Here are some applications:
More options for marking plastics
Many plastics can be marked with the conventional fiber laser. Most of the time, the marking result is very good, but for some plastics, the same level of homogeneity cannot always be achieved. These types of plastics can then be marked with a MOPA laser, which results in much more contrast and homogeneity. The adjustable pulse durations, which allow either short or long pulses, also help.
With dark plastics (such as PA 66 GF, PA 6 GF, PP GF, etc.), the surrounding material is less heated thanks to the short pulses and the associated low pulse energy. The plastics foam less and the marking is more homogeneous. Other plastics require more energy to heat up the material sufficiently. In this case, the long pulses help to optimize the foaming of the material. In both cases, marking with the MOPA laser leads to a more clear contrast and therefore to better (machine) readability.

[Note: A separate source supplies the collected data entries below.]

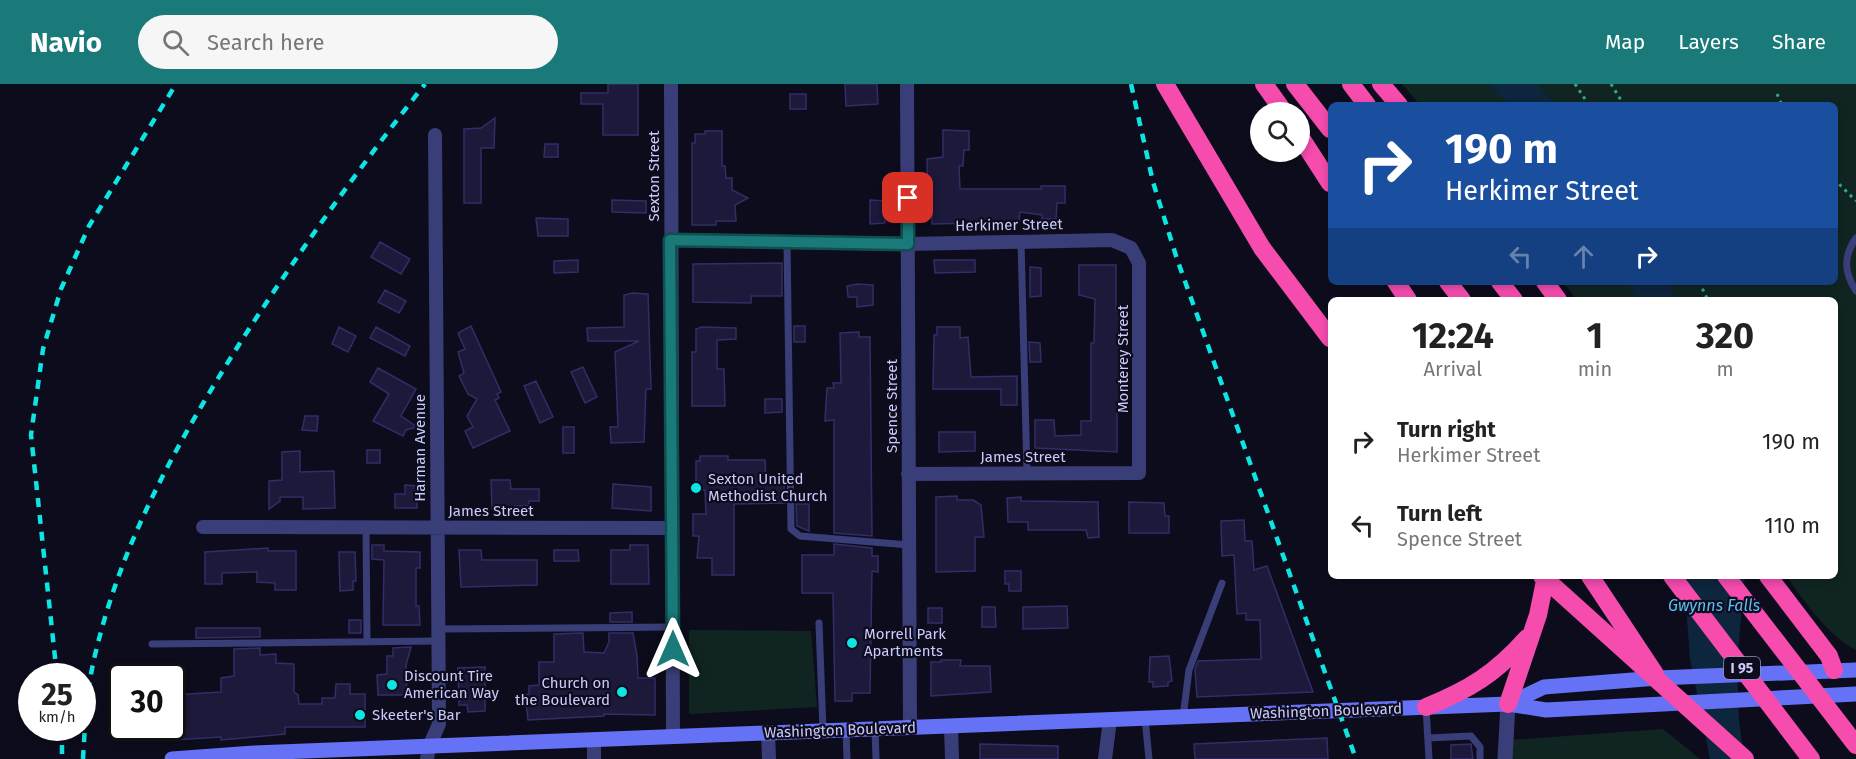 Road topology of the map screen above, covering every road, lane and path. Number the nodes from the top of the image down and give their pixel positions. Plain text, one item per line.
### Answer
1 (670, 84) edge
2 (907, 84) edge
3 (1165, 84) edge
4 (1264, 84) edge
5 (1295, 84) edge
6 (1351, 84) edge
7 (1381, 84) edge
8 (1575, 84) edge
9 (1611, 84) edge
10 (1777, 94) dead end
11 (1277, 102) edge
12 (1365, 102) edge
13 (1396, 102) edge
14 (1587, 102) edge
15 (1622, 102) edge
16 (1781, 102) edge
17 (1328, 126) edge
18 (435, 135) dead end
19 (1310, 152) edge
20 (1328, 180) edge
21 (1838, 183) edge
22 (1856, 201) edge
23 (1856, 238) edge
24 (670, 240) junction
25 (787, 242) junction
26 (1021, 242) junction
27 (908, 244) junction
28 (1131, 248) joint
29 (1450, 285) edge
30 (1502, 285) edge
31 (1856, 291) edge
32 (1460, 297) edge
33 (1512, 297) edge
34 (1328, 335) edge
35 (1139, 473) joint
36 (908, 474) junction
37 (1027, 474) junction
38 (203, 527) dead end
39 (366, 527) junction
40 (437, 528) junction
41 (672, 528) junction
42 (909, 545) junction
43 (1543, 579) edge
44 (1547, 579) edge
45 (1592, 579) edge
46 (1674, 579) edge
47 (1728, 579) edge
48 (1773, 582) edge
49 (1222, 583) dead end
50 (819, 623) dead end
51 (673, 627) junction
52 (1532, 633) junction
53 (438, 635) junction
54 (367, 642) junction
55 (152, 644) dead end
56 (1834, 670) junction
57 (1856, 670) edge
58 (1664, 677) junction
59 (1838, 694) junction
60 (1856, 694) edge
61 (1680, 703) junction
62 (1508, 704) junction
63 (1426, 707) junction
64 (1183, 717) junction
65 (1144, 718) junction
66 (1110, 720) junction
67 (951, 726) junction
68 (910, 728) junction
69 (875, 729) junction
70 (846, 730) junction
71 (823, 731) junction
72 (768, 733) junction
73 (673, 737) junction
74 (1428, 738) junction
75 (594, 740) junction
76 (1856, 745) edge
77 (428, 753) edge
78 (254, 756) edge
79 (214, 758) edge
80 (172, 759) edge
81 (594, 759) edge
82 (769, 759) edge
83 (847, 759) edge
84 (876, 759) edge
85 (952, 759) edge
86 (1105, 759) edge
87 (1149, 759) edge
88 (1429, 759) edge
89 (1480, 759) edge
90 (1504, 759) edge
91 (1745, 759) edge
92 (1811, 759) edge

1 - 24 street, Sexton Street
2 - 27 street, Spence Street
3 - 34 highway
4 - 11 highway
5 - 17 highway
6 - 12 highway
7 - 13 highway
8 - 14 path
9 - 15 path
10 - 16 path
18 - 40 street, Harman Avenue
19 - 20 highway
21 - 22 path
23 - 31 lane
24 - 25 street, Herkimer Street
24 - 41 street, Sexton Street
25 - 27 street, Herkimer Street
25 - 42 lane
26 - 27 street, Herkimer Street
26 - 28 street, Herkimer Street
26 - 37 lane
27 - 36 street, Spence Street
28 - 35 street, Monterey Street
29 - 32 highway
30 - 33 highway
35 - 37 street, James Street
36 - 37 street, James Street
36 - 42 street, Spence Street
38 - 39 street, James Street
39 - 40 street, James Street
39 - 54 lane
40 - 41 street, James Street
40 - 53 street, Harman Avenue
41 - 51 street, Sexton Street
42 - 68 street, Spence Street
43 - 52 highway
44 - 91 highway, bridge
45 - 58 highway
46 - 92 highway, I 95, bridge
47 - 76 highway, I 95, bridge
48 - 56 highway
49 - 64 lane
50 - 71 lane
51 - 53 lane
51 - 73 street, Sexton Street
52 - 62 highway
52 - 63 highway
53 - 54 lane
53 - 77 street, Harman Avenue
54 - 55 lane
56 - 57 main road, Washington Boulevard
56 - 58 main road, Washington Boulevard
56 - 59 main road
58 - 61 highway
58 - 62 main road, Washington Boulevard
59 - 60 main road, Washington Boulevard
59 - 61 main road, Washington Boulevard
61 - 62 main road, Washington Boulevard
62 - 63 main road, Washington Boulevard
62 - 90 street
63 - 64 main road, Washington Boulevard
63 - 74 lane
64 - 65 main road, Washington Boulevard
65 - 66 main road, Washington Boulevard
65 - 87 lane
66 - 67 main road, Washington Boulevard
66 - 86 street
67 - 68 main road, Washington Boulevard
67 - 85 street
68 - 69 main road, Washington Boulevard
69 - 70 main road, Washington Boulevard
69 - 84 lane
70 - 71 main road, Washington Boulevard
70 - 83 lane
71 - 72 main road, Washington Boulevard
72 - 73 main road, Washington Boulevard
72 - 82 street
73 - 75 main road, Washington Boulevard
74 - 88 lane
74 - 89 lane
75 - 77 main road, Washington Boulevard
75 - 81 street
77 - 78 main road, Washington Boulevard
78 - 79 main road, Washington Boulevard
79 - 80 main road, Washington Boulevard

Foaming leaves a tangible mark on the material. It can be seen as laser-induced boiling, which melts the surface. Due to the rapid cooling, bubbles are encapsulated in the material. These bubbles leave a positive mark, which is tangible.
The laser works on a low power level and longer pulses. Foaming works on all polymers, but also on some metals. Depending on the material the mark is light or dark.
Carbonizing enables strong contrasts on bright surfaces. During the carbonizing process the laser heats up the surface of the material (minimum 100° C) and oxygen, hydrogen or a combination of both gases is emitted. What's left is a darkened area with higher carbon concentration.
The laser works with lower energy, which leads to slightly longer marking times compared to other processes. Carbonizing can be used for polymers or bio-polymers such as wood or leather. Since carbonizing always leads to dark marks, the contrast on dark materials will be rather minimal.
Color change on the material guarantees highest legibility. Laser marking with color change is basically an electrical process, which reorders the macromolecules (by changing the direction). No material is removed, but partial foaming is possible.
The laser works with a maximum pulse rate but low energy per pulse. Otherwise material would be removed or foaming might occur. Color change works on all polymers and the change of color can be bright or dark. Most color changes are dark.
Removing is used with multilayer plastics (laminates). During the removal process the laser beam removes the top layers, which had been applied to the base material. This results in color contrasts due to color differences in the layers.